Publié le 27 avril, 2015 | par @avscci
0Actu livres avril 2015 – En tête à tête avec Orson Welles
Ces conversations entre Henry Jaglom et Orson Welles ressemblent à un règlement de comptes à bâtons rompus où tous les coups sont permis. Il faut dire qu’elles ont été enregistrées entre 1983 et 1985 dans des circonstances pour le moins singulières, le réalisateur de Citizen Kane n’ayant accepté de s’adonner à ce jeu de la vérité (ou plutôt de sa vérité) qu’à condition que magnétophone et micro restent cachés au fond du sac de son interlocuteur… d’où un son parfois médiocre qui a compliqué le décryptage tardif de ces bandes.

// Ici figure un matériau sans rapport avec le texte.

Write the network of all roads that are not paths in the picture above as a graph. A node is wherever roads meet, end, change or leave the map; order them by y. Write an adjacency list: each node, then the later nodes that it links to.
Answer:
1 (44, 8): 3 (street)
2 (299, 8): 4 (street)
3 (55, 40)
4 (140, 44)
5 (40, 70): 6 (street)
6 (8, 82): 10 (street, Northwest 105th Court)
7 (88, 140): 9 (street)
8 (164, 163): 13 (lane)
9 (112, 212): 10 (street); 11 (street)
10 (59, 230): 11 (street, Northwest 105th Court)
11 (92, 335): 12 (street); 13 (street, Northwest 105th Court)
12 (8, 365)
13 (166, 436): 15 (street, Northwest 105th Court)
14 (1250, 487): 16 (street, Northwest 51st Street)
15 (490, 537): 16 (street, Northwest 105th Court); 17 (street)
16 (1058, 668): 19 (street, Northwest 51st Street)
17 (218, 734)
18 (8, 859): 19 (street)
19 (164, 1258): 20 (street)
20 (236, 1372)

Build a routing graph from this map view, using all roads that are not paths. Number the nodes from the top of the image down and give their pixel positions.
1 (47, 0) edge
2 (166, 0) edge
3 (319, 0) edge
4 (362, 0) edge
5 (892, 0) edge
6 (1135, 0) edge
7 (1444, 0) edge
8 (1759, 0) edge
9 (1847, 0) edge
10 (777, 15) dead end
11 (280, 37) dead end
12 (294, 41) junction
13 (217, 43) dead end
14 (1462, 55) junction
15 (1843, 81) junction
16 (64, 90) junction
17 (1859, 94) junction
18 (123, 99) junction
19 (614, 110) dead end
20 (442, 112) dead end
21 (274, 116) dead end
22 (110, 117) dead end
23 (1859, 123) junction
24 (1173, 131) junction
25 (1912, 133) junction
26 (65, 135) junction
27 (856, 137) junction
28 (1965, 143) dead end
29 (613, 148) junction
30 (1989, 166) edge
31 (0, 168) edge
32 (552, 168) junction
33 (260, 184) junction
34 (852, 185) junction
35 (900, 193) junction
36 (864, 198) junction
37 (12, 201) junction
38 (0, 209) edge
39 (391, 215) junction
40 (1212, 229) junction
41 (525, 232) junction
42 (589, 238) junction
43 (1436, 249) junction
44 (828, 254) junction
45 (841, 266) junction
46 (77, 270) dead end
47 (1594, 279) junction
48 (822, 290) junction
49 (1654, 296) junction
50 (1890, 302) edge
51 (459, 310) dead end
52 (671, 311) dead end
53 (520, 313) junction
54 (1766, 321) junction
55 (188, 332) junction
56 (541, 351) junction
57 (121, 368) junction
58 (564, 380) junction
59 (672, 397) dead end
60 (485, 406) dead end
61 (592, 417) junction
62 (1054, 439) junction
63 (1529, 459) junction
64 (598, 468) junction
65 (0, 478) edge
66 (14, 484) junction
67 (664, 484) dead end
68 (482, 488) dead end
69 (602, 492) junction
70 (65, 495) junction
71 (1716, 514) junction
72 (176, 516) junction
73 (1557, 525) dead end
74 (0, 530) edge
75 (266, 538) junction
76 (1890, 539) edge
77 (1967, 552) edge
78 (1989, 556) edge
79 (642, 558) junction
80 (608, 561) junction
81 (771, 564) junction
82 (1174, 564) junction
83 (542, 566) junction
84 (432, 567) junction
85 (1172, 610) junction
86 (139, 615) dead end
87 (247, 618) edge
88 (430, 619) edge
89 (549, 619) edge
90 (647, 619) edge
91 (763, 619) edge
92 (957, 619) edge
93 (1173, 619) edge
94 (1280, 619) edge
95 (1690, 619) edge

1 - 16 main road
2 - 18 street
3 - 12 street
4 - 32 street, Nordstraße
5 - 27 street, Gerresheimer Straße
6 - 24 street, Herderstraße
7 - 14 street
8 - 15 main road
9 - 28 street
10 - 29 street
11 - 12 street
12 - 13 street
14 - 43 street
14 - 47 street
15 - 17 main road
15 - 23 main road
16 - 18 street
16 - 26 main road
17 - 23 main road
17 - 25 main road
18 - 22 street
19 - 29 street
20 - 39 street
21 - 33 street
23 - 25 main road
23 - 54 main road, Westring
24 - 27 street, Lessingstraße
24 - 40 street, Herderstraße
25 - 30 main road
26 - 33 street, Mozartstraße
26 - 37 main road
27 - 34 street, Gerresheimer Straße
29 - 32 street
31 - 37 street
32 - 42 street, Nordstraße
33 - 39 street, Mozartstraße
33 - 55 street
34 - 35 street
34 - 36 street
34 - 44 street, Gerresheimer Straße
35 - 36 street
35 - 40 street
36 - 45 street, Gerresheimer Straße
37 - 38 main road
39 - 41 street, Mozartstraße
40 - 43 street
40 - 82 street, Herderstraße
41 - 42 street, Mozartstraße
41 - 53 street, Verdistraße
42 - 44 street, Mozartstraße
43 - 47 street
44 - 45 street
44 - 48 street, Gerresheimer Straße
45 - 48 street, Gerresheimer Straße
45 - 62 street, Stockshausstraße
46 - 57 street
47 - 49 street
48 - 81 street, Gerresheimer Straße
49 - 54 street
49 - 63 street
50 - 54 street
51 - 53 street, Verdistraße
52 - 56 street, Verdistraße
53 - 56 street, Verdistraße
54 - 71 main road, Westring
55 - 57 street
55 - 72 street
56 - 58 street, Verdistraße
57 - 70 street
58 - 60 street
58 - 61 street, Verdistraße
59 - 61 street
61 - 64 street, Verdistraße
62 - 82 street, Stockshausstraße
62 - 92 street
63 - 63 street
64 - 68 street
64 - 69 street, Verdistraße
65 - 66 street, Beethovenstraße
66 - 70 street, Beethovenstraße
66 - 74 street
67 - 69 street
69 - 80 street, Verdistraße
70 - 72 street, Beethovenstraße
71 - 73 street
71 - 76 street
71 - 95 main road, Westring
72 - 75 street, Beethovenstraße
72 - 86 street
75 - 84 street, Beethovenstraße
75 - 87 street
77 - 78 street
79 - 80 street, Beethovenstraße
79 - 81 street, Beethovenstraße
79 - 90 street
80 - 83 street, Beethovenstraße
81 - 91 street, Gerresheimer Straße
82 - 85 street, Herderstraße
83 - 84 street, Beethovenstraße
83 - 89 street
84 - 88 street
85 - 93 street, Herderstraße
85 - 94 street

Est-ce pour cela que ses propos sont aussi virulents, ses critiques aussi vachardes et son aigreur si patente ? Face à lui, un cinéaste mineur du Nouvel Hollywood qui a en commun avec son maître d’avoir toujours veillé jalousement sur son indépendance et de porter un regard impitoyable sur le cinéma, en démolissant ses chefs-d’œuvre avec une jubilation déconcertante qui laisse entrevoir des haines tenaces et friserait en permanence la calomnie si les intéressés étaient encore de ce monde. Dans le cadre de Ma Maison, restaurant français de L.A. aujourd’hui disparu, Welles évoque un monde perdu et déboulonne les idoles à grands renforts d’anecdotes, qu’il relate la rencontre au sommet de Greta Garbo et Marlene Dietrich, l’évanouissement de Charles Laughton à la vision de La Ronde de nuit de Rembrandt à Amsterdam, qualifie Paulette Goddard de « caisse enregistreuse ambulante » ou explique (en connaissance de cause) que « Le Parrain est la glorification d’une bande de voyous qui n’ont jamais existé ». Il apporte toutefois une contribution toute personnelle à l’histoire du cinéma quand il raconte ses démêlés avec Chaplin pour lequel il a écrit Monsieur Verdoux, qu’il explique qu’Humphrey Bogart était « un poltron et ne savait pas se battre » ou qu’il décrète que Laurence Olivier était « gravement stupide » en décrétant que « l’intelligence est un handicap chez un acteur ». Parmi les rares personnalités qu’épargnent les deux larrons : Carol Reed à qui Welles accorde tout le mérite du Troisième homme, alors même qu’on lui en a souvent attribué une partie de la paternité. En filigrane de ces propos de table affleure le sort funeste du géant attendant d’hypothétiques investisseurs pour concrétiser ses ultimes rêves et tirant à vue sur cette France inconséquente dont il attendait le salut. Ce livre brouillon et fourmillant édité (tant bien que mal) et préfacé par Peter Biskind reste un témoignage saisissant sur la folie du cinéma. ■
JEAN-PHILIPPE GUERAND
En tête à tête avec Orson d’Henry Jaglom, traduction de Bernard Cohen, Éditions Robert Laffont, 368 pages.